Identifying unique
values is straight forward when the data is well behaved. Here I am looking for an approach to get a list of approximately unique values from a character vector.
Let x
be a vector with slightly different names for an entity, e.g. Kentucky loader
may appear as Kentucky load
or Kentucky loader (additional info)
or somewhat similar.
x <- c("Kentucky load" ,
"Kentucky loader (additional info)",
"CarPark Gifhorn (EAP)",
"Car Park Gifhorn (EAP) new 1.5.2012",
"Center Kassel (neu 01.01.2014)",
"HLLS Bremen (EAP)",
"HLLS Bremen (EAP) new 06.2013",
"Hamburg total sum (abc + TBL)",
"Hamburg total (abc + TBL) new 2012")
What I what to get out is something like:
c("Kentucky loader" ,
"Car Park Gifhorn (EAP)",
"Center Kassel (neu 01.01.2014)",
"HLLS Bremen (EAP)",
"Hamburg total (abc + TBL)")
Idea
- Calculate some similarity measure between all strings (e.g. Levenshtein distance)

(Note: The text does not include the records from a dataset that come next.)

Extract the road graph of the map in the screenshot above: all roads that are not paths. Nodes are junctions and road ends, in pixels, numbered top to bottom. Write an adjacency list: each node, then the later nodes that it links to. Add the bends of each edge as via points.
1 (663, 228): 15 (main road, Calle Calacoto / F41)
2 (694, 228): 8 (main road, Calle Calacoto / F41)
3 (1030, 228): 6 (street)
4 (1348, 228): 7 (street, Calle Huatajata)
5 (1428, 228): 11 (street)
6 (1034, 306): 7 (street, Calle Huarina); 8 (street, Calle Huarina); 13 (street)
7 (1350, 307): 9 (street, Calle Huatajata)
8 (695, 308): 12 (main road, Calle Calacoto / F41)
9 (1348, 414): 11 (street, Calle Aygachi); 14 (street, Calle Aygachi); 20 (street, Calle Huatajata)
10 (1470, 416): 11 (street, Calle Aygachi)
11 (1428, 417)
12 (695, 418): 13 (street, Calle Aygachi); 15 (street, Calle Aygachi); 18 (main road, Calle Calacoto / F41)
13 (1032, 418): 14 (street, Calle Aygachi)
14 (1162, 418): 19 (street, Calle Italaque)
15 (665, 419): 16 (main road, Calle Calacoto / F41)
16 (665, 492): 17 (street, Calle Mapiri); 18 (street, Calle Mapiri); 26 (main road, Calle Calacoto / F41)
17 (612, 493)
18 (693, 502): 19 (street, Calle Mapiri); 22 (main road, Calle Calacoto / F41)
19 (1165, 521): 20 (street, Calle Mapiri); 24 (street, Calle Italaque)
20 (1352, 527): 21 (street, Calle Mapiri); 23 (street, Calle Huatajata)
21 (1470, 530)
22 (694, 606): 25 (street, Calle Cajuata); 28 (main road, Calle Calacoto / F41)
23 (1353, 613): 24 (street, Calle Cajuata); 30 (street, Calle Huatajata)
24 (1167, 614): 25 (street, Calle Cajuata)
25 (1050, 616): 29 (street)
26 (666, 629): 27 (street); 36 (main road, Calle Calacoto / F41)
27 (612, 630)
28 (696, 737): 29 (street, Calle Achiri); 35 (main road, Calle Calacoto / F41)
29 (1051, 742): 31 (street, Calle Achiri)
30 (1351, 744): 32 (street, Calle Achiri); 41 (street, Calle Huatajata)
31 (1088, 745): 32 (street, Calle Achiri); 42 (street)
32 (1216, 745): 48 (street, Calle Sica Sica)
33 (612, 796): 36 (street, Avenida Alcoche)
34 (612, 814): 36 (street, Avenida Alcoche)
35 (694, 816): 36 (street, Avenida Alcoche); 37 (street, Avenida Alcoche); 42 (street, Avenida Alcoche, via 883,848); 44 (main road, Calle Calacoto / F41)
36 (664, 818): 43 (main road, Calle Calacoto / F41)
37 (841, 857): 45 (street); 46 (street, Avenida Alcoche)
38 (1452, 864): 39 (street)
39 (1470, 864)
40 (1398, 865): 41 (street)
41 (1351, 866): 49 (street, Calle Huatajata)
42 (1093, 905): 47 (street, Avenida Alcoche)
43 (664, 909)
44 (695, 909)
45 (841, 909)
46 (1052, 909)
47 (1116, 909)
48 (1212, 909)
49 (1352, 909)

- Use longest common subset method
- Somehow :( decide which strings belong together based on this information.
But I guess this will be a standard task (for those R users working with "dirty" data regularly), so I assume there will be a set of standard approaches to it.
Does someone have a hint or is there a package that does this?